=== WORK TO COMPLETE ===
Using the data below, restate exactly every line from the one with "pinky pip: (501, 166)" up to and including the one with "index tip: (125, 102)". No picture belongs in it.

=== DATA FOR THE TASK ===
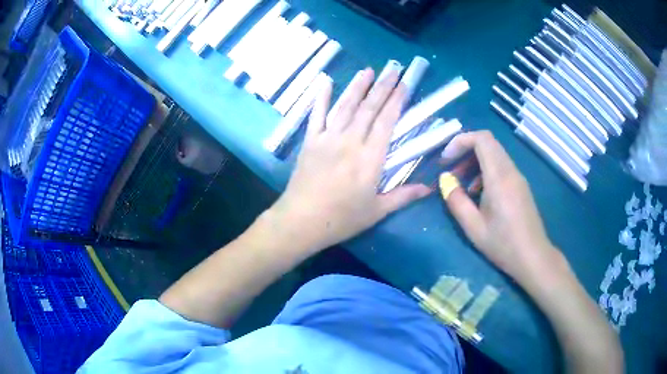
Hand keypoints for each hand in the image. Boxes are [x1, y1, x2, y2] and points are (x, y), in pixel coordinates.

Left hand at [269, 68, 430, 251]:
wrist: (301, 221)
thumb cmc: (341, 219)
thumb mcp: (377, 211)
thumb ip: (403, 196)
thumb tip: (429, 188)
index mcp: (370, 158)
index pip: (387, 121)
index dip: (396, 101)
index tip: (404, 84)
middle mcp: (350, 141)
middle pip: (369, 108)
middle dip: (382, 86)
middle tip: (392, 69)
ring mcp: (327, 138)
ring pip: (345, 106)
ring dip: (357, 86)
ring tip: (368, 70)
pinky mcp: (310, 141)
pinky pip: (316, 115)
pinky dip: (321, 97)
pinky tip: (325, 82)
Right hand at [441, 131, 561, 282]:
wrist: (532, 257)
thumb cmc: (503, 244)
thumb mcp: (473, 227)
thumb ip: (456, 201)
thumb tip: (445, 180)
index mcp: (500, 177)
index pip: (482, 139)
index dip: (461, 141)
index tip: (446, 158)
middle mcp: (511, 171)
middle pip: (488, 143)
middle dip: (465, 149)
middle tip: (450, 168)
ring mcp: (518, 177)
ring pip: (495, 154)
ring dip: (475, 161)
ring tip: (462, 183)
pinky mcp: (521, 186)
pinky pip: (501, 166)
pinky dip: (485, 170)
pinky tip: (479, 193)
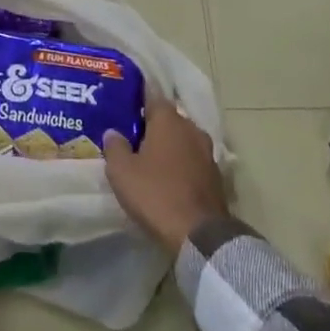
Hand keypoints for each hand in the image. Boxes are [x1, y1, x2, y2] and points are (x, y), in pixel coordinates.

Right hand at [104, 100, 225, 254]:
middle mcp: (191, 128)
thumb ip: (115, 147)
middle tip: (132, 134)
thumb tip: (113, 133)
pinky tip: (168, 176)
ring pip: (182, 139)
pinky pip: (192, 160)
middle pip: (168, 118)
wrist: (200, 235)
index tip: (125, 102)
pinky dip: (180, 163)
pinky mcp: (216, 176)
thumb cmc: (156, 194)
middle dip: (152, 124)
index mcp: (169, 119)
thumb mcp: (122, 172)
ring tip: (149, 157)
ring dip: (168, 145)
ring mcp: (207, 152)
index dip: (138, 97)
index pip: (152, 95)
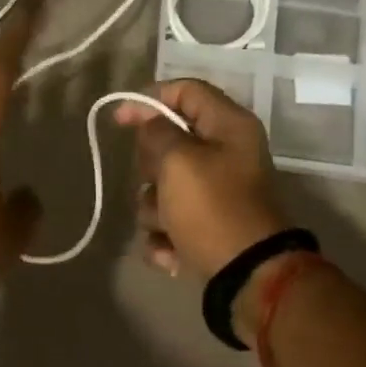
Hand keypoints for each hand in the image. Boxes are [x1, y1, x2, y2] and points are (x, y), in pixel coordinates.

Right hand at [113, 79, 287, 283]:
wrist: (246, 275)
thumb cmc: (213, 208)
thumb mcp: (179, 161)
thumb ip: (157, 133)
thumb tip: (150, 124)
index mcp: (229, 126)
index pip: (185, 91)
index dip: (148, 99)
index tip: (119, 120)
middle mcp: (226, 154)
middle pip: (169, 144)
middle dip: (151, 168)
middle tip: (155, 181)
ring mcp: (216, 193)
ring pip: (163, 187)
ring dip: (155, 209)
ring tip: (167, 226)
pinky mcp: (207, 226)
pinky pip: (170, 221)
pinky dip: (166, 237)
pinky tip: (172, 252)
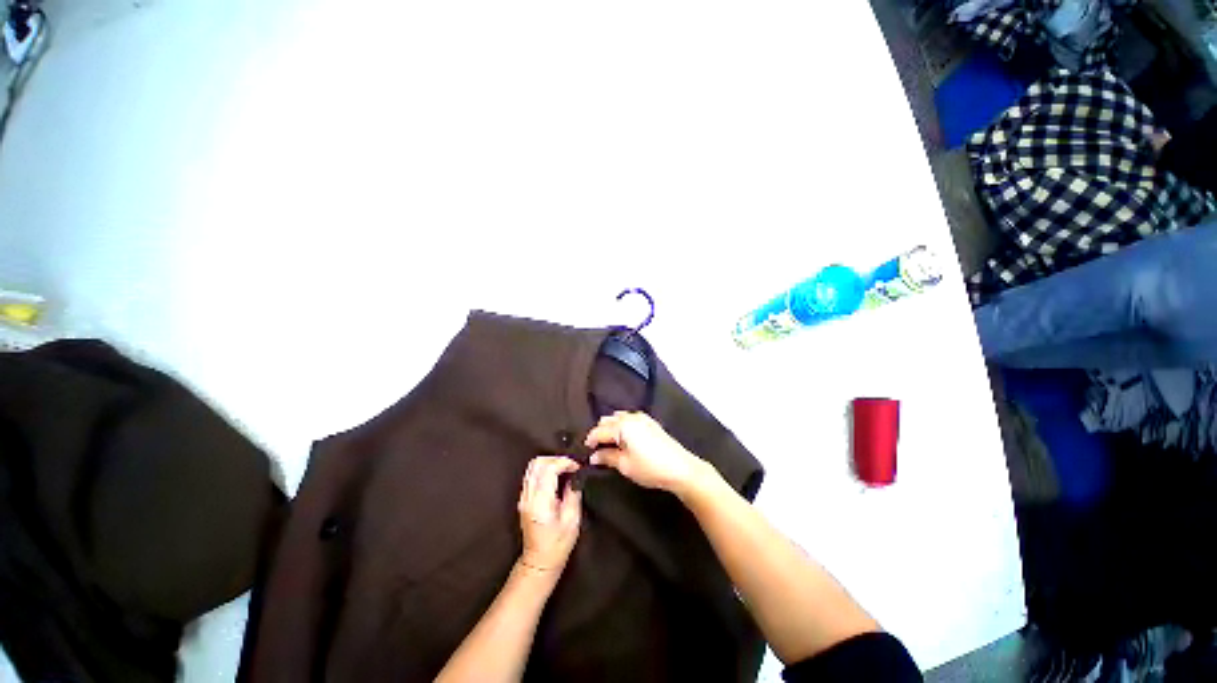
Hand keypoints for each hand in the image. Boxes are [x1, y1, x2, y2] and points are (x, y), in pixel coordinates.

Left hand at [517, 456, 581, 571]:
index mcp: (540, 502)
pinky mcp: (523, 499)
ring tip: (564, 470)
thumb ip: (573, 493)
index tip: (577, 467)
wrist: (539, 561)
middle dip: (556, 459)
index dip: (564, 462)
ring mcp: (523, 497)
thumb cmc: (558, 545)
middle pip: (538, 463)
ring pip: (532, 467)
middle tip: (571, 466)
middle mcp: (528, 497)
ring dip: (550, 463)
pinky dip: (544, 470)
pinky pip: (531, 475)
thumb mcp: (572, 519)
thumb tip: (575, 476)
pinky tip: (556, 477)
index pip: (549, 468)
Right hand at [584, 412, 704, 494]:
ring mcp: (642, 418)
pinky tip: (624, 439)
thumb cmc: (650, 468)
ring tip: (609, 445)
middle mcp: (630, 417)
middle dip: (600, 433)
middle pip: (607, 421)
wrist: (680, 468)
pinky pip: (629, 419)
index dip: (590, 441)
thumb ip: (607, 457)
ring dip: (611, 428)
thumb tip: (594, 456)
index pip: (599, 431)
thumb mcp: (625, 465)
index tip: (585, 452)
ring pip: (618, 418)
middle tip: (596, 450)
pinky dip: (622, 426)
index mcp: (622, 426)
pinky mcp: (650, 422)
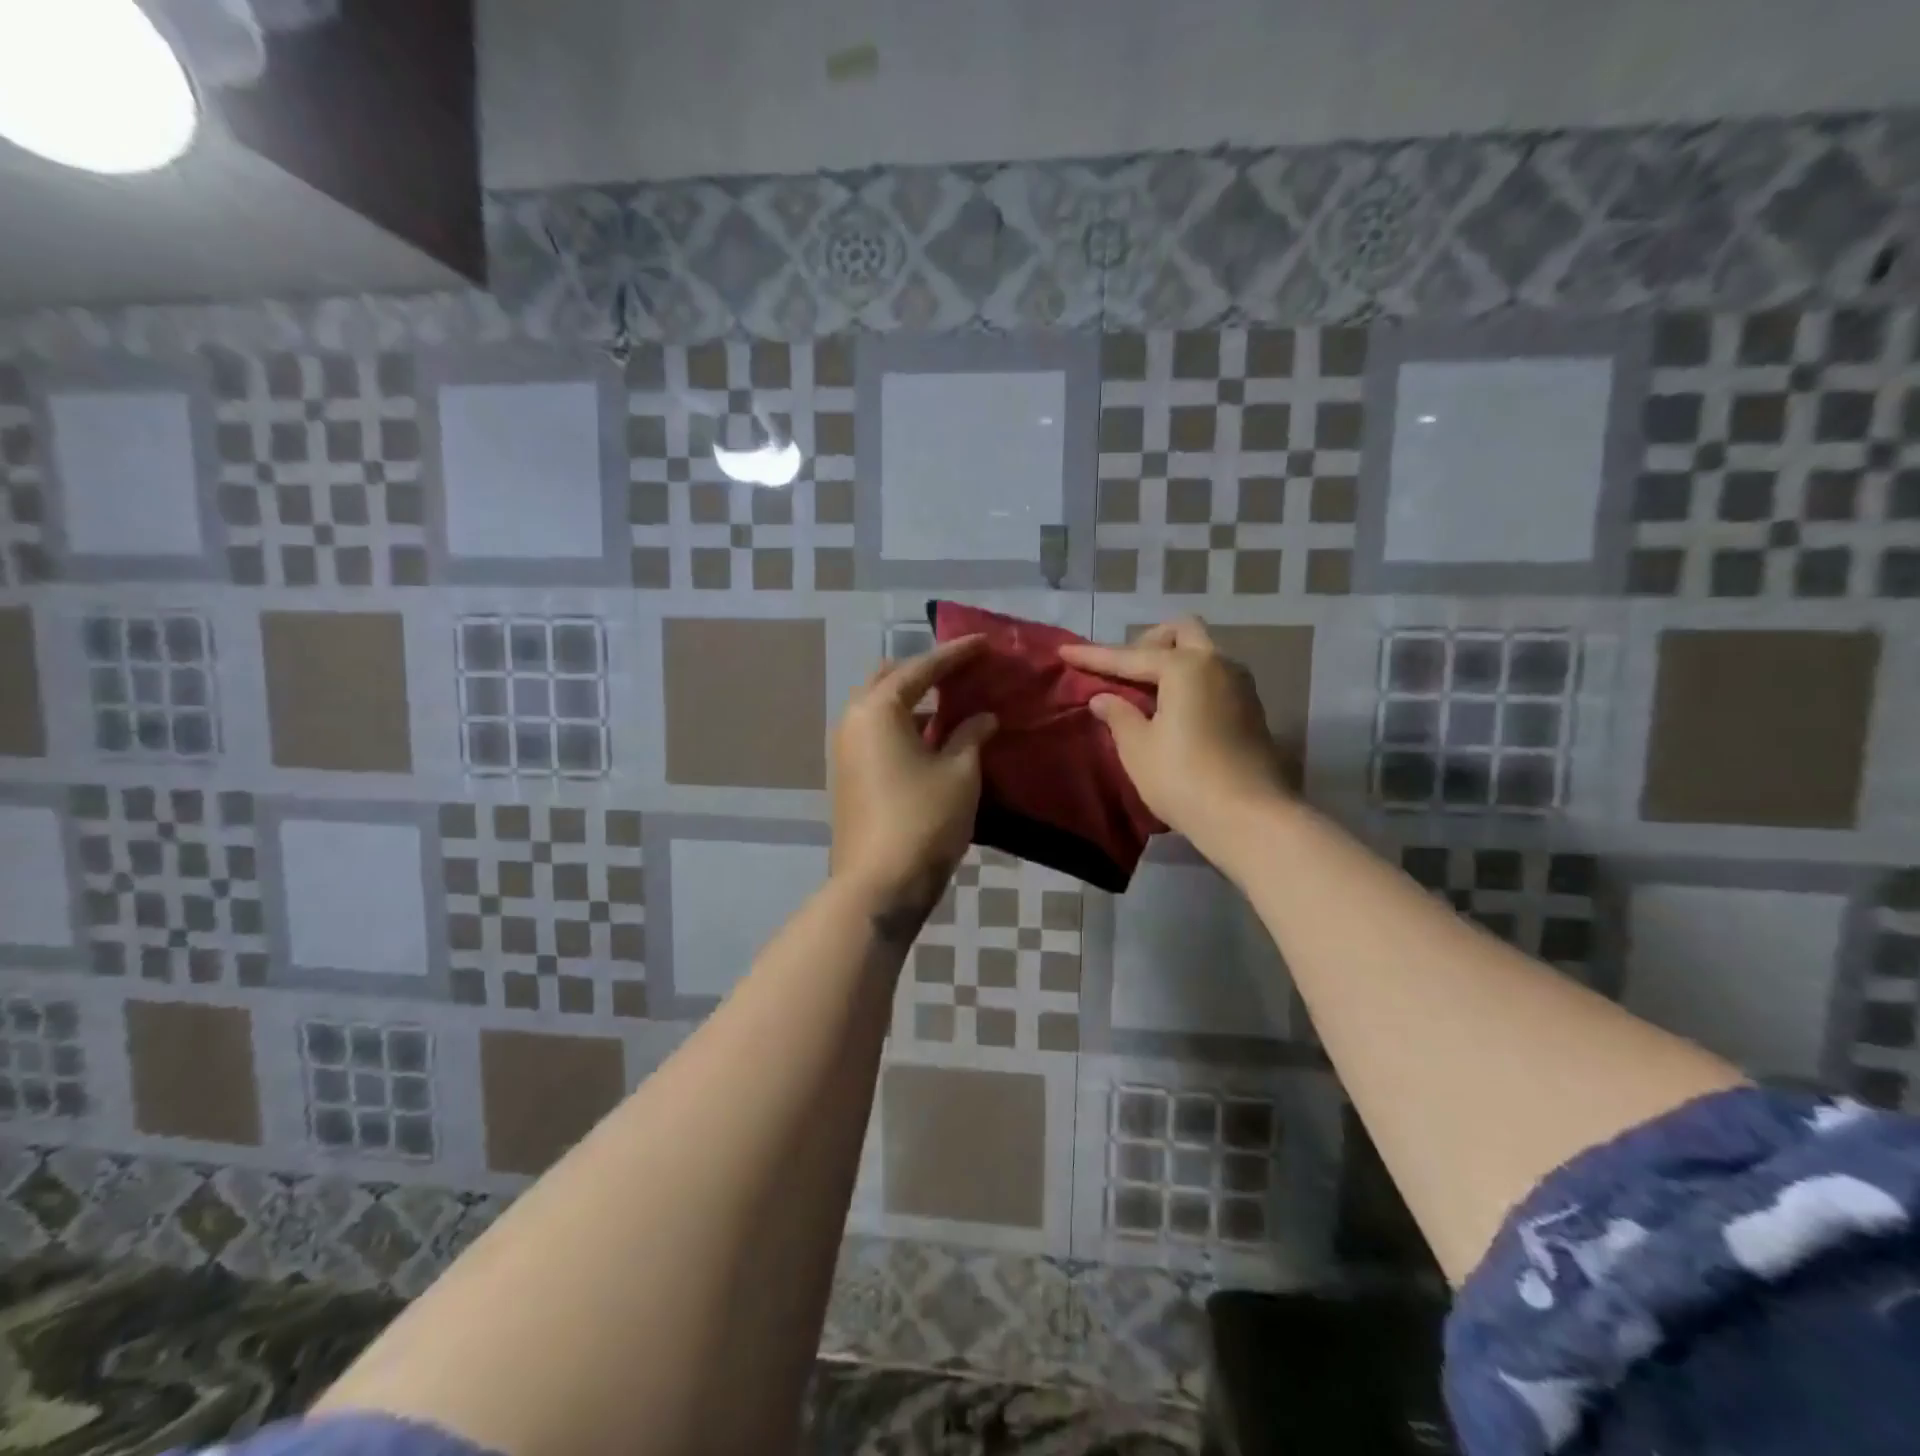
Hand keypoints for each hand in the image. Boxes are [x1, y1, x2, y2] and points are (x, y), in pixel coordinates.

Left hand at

...

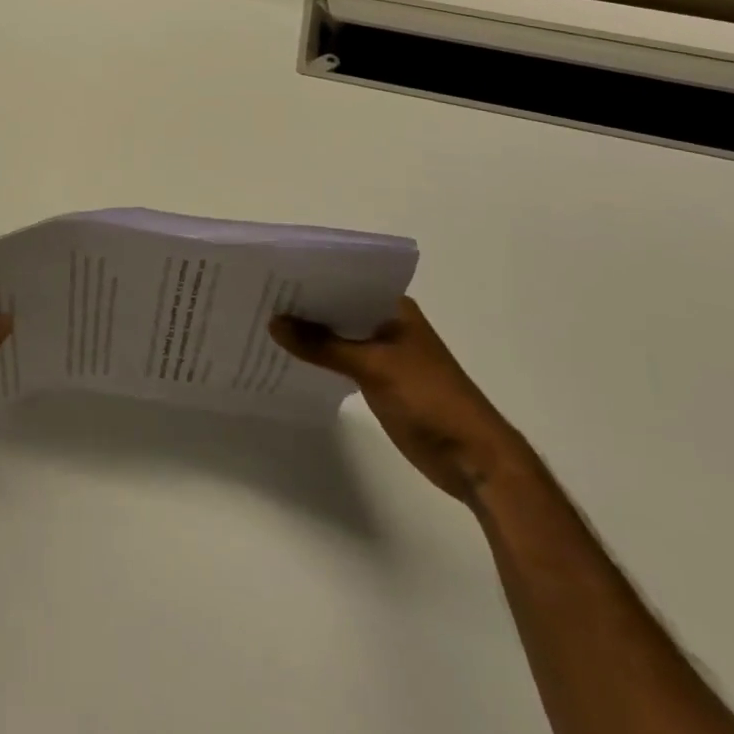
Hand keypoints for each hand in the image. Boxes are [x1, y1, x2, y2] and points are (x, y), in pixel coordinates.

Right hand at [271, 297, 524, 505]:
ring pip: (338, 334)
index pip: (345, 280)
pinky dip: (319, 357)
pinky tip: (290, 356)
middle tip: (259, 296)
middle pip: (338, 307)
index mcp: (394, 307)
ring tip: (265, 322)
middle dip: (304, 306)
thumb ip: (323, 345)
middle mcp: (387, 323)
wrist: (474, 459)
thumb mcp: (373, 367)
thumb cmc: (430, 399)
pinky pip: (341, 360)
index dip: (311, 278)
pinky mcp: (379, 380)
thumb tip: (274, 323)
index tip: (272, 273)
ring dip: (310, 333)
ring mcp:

=== COMPLETED TASK ===
pinky pip: (501, 166)
pinky dip: (485, 170)
pinky tip: (479, 193)
Hand keypoints for each hand in the image. Boxes are [x1, y1, x2, y2] and points are (x, y), in pixel coordinates.

Right hand at [104, 100, 225, 254]:
middle mcp: (191, 128)
thumb ip: (115, 147)
middle tip: (132, 134)
thumb tip: (113, 133)
pinky tip: (168, 176)
ring pip: (182, 139)
pinky pip: (192, 160)
middle pip: (168, 118)
wrist: (200, 235)
index tip: (125, 102)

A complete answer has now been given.